EXERCISE: Which lines in the data below contain the string "mouth"? Show each one.

====== DATA UNDER STUDY ======

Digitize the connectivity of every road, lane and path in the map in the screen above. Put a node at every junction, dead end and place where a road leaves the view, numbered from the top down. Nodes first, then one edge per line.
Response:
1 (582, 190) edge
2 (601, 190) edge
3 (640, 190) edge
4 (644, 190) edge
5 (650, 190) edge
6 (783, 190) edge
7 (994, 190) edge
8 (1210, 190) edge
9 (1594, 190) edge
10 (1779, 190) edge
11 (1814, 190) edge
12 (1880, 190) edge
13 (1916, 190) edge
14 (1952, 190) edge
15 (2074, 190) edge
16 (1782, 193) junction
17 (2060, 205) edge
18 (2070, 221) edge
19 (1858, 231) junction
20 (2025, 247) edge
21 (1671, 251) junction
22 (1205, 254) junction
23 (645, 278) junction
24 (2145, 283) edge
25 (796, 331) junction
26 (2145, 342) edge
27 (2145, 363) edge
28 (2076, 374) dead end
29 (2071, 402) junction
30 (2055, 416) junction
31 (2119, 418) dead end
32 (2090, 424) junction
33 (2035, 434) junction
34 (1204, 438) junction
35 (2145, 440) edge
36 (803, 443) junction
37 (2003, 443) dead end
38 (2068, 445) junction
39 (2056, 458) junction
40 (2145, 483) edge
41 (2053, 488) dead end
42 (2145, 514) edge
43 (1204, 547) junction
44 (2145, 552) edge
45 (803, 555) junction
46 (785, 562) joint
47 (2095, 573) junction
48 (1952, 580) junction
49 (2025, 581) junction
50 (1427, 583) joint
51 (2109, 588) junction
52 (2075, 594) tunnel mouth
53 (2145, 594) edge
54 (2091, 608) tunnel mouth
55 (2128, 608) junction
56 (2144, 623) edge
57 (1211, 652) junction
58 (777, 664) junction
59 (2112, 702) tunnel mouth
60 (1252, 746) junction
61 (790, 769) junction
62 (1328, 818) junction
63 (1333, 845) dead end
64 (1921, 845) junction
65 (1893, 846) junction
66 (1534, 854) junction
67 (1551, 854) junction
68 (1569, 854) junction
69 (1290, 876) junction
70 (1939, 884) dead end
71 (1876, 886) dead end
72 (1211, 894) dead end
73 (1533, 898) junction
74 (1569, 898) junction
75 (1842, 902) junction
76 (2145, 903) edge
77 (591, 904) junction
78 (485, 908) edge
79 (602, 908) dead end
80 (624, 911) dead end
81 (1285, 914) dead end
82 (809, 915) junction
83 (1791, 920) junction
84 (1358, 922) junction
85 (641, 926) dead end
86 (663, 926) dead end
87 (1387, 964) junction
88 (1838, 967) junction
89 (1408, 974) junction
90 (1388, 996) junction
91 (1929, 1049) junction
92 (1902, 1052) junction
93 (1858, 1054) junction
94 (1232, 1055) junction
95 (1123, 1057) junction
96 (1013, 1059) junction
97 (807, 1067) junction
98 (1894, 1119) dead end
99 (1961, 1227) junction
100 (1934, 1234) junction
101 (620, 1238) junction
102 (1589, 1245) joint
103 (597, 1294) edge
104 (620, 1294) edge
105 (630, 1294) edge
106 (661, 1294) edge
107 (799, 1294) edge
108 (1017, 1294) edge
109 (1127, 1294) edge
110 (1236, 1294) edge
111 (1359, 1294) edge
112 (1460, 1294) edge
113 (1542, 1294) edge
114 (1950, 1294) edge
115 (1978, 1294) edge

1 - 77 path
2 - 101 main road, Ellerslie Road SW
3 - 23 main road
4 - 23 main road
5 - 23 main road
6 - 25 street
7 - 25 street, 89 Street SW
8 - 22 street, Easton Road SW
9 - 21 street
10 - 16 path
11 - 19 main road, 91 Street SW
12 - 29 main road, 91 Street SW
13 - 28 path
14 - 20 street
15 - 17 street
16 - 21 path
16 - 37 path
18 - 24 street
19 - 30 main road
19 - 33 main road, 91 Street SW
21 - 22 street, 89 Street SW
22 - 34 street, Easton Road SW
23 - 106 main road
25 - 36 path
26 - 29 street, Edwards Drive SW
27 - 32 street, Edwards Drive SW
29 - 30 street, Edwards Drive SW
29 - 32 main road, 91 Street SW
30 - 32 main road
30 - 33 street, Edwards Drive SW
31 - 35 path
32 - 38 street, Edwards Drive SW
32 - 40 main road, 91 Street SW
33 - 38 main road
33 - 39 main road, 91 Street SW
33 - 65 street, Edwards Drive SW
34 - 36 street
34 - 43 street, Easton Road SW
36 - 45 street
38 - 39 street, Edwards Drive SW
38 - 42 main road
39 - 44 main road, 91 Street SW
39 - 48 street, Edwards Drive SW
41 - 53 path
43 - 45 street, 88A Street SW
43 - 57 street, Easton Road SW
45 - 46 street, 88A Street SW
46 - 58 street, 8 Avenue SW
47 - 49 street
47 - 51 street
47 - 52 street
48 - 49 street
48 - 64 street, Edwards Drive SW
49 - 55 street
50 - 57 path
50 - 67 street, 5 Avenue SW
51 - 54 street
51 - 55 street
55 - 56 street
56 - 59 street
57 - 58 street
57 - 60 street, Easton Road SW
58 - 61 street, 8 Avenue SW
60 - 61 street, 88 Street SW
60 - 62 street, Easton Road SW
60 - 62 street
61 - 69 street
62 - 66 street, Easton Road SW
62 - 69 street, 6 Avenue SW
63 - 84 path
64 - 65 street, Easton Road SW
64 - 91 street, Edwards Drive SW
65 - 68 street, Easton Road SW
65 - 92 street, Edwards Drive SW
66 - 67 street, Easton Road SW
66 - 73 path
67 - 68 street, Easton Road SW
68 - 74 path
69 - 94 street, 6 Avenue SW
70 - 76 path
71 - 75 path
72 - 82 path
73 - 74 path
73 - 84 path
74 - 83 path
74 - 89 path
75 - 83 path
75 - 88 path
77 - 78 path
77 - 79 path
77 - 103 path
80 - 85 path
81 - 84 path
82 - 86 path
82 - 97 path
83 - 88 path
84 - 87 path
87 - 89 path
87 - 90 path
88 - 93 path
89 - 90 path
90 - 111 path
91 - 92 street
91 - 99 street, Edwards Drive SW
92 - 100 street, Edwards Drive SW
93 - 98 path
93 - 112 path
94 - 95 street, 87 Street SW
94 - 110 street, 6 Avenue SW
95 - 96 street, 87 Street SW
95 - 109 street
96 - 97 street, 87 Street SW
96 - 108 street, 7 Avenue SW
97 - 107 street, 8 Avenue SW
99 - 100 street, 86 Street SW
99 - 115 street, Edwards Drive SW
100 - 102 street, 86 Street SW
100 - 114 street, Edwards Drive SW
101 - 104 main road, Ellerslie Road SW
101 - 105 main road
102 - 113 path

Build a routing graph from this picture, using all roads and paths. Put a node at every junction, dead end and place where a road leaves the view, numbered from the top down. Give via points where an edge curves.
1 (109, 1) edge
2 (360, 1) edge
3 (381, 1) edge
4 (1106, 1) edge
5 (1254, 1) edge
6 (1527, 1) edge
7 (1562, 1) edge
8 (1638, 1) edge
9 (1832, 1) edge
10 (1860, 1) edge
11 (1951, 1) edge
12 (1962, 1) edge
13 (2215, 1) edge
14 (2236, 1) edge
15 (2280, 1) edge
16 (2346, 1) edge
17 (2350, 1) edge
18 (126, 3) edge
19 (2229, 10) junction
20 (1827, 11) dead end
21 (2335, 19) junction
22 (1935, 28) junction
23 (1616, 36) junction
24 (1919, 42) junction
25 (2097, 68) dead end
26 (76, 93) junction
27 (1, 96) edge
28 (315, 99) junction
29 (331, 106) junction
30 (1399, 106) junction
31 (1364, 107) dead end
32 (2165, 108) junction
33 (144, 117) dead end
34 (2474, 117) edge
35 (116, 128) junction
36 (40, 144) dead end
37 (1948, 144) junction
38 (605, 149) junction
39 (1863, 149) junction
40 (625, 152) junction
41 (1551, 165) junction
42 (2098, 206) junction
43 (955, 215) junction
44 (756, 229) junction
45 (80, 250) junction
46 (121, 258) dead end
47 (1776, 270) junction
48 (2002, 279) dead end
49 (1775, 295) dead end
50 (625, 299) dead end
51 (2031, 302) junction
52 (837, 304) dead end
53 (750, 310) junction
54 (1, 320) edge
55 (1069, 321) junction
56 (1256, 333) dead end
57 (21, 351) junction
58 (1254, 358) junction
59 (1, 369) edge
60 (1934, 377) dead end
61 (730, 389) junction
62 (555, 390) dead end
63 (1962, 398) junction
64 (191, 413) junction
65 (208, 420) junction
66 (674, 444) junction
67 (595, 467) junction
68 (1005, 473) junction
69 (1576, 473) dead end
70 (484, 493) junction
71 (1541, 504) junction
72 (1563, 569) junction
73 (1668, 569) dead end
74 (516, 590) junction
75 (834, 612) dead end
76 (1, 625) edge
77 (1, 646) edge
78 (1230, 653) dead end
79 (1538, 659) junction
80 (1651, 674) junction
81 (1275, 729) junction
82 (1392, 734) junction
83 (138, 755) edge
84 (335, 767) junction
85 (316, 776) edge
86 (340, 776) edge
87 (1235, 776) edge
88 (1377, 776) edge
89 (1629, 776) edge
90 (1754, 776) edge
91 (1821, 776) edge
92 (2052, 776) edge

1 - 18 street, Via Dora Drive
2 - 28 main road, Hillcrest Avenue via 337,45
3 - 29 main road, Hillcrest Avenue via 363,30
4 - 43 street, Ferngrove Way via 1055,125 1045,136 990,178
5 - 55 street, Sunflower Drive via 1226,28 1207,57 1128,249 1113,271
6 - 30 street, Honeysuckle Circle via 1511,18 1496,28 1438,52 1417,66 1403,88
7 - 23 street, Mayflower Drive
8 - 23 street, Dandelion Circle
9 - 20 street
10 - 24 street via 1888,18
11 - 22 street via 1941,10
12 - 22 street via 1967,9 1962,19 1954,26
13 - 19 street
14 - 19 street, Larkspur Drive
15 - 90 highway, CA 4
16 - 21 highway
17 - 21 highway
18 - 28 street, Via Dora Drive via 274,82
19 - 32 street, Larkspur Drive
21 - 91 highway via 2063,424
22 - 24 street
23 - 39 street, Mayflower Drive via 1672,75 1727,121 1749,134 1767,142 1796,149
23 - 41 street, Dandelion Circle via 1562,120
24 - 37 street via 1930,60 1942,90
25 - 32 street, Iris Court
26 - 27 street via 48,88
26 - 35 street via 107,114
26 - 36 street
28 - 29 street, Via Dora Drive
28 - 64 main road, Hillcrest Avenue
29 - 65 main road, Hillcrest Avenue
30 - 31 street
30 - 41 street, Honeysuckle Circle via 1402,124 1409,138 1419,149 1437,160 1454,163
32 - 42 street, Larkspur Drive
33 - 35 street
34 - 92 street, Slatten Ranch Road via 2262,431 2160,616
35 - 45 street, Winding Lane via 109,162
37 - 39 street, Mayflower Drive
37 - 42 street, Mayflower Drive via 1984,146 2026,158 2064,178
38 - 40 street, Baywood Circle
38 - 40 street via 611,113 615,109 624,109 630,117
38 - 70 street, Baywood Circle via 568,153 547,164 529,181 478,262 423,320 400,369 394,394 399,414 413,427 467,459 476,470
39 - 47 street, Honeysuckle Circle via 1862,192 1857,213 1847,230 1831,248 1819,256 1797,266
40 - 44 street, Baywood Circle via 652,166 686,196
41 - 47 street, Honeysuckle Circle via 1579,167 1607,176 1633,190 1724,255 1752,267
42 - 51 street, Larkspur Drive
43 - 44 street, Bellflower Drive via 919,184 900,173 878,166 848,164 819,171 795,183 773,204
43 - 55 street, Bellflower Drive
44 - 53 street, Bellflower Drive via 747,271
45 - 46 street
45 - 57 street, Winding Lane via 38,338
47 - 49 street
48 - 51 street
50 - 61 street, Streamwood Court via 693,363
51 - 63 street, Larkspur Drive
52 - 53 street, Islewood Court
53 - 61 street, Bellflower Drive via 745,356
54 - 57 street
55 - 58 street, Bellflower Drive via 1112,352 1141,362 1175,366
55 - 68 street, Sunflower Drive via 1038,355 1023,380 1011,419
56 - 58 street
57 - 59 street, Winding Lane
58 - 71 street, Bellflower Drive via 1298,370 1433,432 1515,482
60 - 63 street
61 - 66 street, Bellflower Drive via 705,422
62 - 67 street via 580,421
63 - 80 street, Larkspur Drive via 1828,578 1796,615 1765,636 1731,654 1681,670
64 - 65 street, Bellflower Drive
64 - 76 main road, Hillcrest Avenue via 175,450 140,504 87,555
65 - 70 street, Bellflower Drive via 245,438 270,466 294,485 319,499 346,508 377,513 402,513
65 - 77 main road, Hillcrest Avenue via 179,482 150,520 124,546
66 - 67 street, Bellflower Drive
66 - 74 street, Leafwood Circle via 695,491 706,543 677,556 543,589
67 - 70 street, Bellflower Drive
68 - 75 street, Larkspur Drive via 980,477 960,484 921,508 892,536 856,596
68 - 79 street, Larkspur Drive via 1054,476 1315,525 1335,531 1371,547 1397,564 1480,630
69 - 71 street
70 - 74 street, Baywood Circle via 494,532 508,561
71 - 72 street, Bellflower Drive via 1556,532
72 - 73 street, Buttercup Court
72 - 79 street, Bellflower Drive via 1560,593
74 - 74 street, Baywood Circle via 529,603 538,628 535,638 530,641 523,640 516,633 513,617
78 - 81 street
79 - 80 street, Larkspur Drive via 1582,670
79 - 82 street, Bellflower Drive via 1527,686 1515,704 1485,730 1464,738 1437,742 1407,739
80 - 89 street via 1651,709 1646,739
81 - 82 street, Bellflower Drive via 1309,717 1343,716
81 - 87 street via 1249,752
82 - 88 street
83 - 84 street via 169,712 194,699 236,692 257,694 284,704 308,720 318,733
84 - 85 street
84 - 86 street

======

EXERCISE ANSWER:
52 (2075, 594) tunnel mouth
54 (2091, 608) tunnel mouth
59 (2112, 702) tunnel mouth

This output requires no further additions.